■ **INSTRUCTIONS FOR THE TASK**: Counting every line in the entries below where the word "margin" occurs, report how many there are. Give only that number.

[Start of Attachment]

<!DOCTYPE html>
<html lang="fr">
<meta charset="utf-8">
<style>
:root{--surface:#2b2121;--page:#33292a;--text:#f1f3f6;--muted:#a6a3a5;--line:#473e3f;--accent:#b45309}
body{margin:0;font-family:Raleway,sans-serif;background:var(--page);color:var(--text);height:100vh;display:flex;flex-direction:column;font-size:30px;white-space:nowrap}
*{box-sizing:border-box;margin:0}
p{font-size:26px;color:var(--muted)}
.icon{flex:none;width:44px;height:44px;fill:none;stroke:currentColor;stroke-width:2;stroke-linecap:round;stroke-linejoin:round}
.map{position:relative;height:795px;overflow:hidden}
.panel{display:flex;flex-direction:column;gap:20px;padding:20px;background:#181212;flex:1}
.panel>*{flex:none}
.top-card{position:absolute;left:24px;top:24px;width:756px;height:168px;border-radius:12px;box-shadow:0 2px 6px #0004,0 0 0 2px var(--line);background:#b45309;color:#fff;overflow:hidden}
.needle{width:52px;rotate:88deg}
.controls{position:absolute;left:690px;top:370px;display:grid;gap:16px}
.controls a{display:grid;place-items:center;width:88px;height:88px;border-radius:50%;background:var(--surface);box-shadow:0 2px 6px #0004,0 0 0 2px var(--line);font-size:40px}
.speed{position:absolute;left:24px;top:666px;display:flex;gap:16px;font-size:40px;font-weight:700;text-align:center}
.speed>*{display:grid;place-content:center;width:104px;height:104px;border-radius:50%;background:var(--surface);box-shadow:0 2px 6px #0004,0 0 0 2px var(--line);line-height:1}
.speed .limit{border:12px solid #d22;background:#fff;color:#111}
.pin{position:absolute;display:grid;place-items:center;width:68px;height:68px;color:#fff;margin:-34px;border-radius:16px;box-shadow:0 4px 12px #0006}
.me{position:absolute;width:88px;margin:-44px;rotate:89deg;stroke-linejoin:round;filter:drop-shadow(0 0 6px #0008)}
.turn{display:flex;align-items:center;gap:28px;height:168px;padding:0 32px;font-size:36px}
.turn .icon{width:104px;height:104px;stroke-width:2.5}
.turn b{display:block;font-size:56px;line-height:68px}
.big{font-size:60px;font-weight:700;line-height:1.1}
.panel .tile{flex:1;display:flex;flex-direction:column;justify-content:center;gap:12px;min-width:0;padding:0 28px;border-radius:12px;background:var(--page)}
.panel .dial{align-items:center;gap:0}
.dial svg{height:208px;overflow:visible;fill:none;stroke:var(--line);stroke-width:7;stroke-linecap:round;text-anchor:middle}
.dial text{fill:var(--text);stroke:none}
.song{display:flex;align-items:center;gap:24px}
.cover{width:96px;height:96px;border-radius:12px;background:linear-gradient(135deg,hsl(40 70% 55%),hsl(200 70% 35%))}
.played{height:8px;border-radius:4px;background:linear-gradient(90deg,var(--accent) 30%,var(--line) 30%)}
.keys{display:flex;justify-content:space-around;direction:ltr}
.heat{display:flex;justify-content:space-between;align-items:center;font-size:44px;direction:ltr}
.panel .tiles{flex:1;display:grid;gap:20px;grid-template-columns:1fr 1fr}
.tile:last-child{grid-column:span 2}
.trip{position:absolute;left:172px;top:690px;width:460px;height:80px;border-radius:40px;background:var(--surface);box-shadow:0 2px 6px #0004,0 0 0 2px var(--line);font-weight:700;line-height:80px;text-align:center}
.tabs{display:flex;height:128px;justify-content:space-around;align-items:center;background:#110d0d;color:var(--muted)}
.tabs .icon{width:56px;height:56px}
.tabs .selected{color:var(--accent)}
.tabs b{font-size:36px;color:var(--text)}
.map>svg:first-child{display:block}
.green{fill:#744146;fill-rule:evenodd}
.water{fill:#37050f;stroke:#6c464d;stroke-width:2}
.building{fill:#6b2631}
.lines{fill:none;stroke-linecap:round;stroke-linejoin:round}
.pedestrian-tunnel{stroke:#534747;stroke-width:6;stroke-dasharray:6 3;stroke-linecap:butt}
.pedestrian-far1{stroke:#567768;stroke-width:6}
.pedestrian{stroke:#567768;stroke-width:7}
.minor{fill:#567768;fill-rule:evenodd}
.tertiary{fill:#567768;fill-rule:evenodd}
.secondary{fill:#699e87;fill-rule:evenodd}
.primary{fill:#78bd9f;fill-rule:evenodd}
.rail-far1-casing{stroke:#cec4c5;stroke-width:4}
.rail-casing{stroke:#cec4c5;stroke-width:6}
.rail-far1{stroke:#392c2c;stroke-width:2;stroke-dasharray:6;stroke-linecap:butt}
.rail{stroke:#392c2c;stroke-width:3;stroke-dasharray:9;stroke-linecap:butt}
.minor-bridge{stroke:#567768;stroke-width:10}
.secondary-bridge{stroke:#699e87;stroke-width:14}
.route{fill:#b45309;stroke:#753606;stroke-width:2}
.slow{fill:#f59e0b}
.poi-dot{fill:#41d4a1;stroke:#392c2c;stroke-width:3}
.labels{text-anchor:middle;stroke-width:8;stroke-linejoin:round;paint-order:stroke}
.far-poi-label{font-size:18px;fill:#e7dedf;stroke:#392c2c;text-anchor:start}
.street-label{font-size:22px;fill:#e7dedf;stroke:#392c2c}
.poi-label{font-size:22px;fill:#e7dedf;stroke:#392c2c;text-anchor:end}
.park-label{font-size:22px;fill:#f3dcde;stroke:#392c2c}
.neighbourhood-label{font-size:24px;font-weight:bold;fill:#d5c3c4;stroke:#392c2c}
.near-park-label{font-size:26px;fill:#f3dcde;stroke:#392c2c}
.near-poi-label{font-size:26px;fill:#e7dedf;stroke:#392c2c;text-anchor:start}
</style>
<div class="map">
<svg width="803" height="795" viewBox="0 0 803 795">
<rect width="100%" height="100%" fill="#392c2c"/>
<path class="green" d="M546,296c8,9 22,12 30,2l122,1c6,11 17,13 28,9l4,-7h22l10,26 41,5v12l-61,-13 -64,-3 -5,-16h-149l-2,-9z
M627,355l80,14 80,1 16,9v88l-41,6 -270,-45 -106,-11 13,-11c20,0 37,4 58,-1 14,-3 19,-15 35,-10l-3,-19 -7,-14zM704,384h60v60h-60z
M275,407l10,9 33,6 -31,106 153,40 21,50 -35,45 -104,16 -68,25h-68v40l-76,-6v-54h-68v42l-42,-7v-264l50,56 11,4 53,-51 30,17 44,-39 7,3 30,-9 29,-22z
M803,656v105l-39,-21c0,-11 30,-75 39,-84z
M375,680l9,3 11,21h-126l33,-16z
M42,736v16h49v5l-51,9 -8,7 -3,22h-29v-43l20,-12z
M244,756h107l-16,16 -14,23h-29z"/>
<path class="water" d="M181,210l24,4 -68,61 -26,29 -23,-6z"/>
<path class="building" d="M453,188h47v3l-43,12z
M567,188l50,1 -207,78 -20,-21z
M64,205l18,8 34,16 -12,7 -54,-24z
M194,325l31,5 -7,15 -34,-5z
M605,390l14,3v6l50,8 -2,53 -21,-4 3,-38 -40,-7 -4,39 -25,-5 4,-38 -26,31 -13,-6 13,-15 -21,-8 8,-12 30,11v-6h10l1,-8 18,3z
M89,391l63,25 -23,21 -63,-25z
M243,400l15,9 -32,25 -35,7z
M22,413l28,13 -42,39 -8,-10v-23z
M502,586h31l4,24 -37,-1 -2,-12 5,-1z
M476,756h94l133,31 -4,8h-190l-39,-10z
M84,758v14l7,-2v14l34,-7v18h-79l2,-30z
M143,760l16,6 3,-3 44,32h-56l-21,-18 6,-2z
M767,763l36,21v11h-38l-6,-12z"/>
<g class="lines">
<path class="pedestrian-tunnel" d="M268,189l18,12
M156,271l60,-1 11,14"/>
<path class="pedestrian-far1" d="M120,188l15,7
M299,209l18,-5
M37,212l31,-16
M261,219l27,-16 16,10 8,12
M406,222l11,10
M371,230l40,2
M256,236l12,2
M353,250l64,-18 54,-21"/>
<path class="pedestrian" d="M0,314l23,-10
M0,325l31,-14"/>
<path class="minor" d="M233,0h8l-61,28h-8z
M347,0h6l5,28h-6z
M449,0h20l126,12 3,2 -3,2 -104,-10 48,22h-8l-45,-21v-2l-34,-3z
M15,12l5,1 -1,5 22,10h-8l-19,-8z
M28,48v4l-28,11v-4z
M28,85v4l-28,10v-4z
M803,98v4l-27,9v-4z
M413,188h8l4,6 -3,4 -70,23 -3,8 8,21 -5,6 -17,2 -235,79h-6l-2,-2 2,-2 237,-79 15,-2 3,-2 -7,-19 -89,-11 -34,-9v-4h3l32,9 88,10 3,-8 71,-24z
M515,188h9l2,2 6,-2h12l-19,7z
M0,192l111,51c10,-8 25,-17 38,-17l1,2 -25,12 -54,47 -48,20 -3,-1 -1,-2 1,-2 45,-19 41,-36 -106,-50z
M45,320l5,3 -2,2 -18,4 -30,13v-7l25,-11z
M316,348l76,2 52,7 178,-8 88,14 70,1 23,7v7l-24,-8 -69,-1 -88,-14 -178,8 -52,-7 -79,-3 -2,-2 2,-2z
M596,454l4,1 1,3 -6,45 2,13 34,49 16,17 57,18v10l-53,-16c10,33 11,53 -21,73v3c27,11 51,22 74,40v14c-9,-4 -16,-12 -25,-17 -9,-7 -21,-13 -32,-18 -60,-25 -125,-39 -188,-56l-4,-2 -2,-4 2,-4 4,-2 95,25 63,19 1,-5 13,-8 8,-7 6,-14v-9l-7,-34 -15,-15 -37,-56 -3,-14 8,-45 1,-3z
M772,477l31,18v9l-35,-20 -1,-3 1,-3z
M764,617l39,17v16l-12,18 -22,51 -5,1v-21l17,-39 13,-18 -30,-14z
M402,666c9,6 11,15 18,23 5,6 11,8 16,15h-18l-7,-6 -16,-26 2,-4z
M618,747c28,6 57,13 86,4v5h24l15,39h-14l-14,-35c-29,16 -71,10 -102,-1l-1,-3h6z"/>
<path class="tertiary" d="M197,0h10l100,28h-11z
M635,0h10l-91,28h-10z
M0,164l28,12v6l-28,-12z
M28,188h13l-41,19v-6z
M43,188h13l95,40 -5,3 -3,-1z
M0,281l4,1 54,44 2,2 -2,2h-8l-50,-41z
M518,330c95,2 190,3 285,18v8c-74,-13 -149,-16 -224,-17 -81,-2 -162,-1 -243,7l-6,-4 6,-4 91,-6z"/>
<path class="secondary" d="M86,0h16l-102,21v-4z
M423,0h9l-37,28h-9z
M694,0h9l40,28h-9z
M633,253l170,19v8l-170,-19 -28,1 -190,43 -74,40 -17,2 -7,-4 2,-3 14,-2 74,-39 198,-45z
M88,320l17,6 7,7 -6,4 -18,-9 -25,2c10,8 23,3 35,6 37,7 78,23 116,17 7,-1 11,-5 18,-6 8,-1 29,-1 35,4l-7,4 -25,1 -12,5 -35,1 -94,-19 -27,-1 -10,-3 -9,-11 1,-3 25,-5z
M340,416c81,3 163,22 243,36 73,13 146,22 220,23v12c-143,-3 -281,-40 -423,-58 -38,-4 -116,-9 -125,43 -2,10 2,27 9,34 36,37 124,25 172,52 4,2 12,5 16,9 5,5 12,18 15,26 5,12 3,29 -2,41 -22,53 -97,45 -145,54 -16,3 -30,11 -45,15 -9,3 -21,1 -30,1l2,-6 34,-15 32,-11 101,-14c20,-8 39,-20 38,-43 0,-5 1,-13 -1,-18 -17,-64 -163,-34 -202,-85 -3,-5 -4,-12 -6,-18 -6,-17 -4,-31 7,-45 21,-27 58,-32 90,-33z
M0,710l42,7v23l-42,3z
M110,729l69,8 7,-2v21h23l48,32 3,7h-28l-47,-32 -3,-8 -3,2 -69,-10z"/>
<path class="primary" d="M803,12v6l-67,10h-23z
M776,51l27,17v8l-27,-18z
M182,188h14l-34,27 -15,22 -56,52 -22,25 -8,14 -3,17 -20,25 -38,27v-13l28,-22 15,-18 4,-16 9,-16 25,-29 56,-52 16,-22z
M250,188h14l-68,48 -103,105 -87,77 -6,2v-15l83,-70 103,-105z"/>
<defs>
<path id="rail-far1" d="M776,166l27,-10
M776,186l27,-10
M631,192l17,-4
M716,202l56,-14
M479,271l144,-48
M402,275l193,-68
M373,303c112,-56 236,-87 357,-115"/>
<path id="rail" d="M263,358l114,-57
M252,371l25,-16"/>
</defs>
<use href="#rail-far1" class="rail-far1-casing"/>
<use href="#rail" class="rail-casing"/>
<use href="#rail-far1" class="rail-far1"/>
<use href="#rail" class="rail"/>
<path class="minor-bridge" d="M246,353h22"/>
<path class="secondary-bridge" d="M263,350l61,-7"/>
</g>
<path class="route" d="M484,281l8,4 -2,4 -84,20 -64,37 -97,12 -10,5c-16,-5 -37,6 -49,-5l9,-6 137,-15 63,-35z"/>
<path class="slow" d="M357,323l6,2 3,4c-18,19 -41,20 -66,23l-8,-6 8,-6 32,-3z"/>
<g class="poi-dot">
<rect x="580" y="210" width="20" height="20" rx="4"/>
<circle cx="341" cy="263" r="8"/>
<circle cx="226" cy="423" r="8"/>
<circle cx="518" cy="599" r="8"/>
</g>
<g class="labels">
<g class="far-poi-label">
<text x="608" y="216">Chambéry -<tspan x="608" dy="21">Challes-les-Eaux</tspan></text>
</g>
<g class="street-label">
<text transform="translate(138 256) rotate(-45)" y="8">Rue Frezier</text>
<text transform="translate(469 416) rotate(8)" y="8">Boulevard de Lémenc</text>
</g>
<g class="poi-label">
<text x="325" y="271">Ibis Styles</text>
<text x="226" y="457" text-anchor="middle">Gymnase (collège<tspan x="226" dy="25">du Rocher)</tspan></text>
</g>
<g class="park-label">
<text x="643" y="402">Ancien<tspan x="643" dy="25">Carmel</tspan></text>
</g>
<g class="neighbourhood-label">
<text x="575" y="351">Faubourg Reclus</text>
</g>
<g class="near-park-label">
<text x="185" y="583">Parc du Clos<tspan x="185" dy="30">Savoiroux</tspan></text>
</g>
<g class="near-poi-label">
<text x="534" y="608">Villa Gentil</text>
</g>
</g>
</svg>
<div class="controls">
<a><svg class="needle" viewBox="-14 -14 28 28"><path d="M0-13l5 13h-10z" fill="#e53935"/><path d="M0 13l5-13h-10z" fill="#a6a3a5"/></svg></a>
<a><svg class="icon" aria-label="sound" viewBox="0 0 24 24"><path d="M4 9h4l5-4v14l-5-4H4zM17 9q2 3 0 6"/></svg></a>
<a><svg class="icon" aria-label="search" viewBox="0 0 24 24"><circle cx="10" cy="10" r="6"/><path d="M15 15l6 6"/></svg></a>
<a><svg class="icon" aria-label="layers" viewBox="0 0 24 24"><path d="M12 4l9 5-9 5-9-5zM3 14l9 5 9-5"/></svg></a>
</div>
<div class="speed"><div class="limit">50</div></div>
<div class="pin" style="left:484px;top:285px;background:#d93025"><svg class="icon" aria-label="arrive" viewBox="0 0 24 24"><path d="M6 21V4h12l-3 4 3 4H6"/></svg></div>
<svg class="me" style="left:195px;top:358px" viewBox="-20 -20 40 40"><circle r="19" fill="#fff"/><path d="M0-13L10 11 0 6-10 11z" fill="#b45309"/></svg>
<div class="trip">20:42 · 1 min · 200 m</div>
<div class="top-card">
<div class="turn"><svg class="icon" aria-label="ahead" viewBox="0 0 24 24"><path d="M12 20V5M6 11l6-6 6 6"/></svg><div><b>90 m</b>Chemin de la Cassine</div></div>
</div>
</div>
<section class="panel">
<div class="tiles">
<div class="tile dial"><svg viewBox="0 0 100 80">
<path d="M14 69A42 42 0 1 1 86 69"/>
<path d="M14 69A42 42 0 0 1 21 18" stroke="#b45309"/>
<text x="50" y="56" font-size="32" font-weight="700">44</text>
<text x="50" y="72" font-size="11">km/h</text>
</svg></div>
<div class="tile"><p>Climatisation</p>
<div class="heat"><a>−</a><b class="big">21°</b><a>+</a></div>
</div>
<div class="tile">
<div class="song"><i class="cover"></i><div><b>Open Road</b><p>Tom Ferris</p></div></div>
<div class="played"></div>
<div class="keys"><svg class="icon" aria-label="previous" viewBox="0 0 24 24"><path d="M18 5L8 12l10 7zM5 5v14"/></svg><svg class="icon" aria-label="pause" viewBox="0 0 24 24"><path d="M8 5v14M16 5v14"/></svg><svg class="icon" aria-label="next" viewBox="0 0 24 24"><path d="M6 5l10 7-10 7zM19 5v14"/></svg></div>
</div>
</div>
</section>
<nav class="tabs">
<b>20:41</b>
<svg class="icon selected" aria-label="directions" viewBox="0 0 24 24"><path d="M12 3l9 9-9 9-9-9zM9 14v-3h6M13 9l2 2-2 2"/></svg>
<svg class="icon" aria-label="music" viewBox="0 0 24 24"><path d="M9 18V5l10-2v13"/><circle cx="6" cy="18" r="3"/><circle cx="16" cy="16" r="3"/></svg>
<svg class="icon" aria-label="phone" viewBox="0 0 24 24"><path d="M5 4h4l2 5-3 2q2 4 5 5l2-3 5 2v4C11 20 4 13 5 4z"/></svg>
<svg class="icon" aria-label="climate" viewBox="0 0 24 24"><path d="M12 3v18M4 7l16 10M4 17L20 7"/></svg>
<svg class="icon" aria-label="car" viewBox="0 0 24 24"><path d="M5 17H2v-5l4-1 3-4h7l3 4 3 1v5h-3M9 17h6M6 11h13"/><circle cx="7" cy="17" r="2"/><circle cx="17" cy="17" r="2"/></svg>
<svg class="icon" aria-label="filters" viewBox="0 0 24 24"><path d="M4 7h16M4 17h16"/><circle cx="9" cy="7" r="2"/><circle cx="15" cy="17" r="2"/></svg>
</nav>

[End of Attachment]

■ **THE COMPLETED TASK**: 4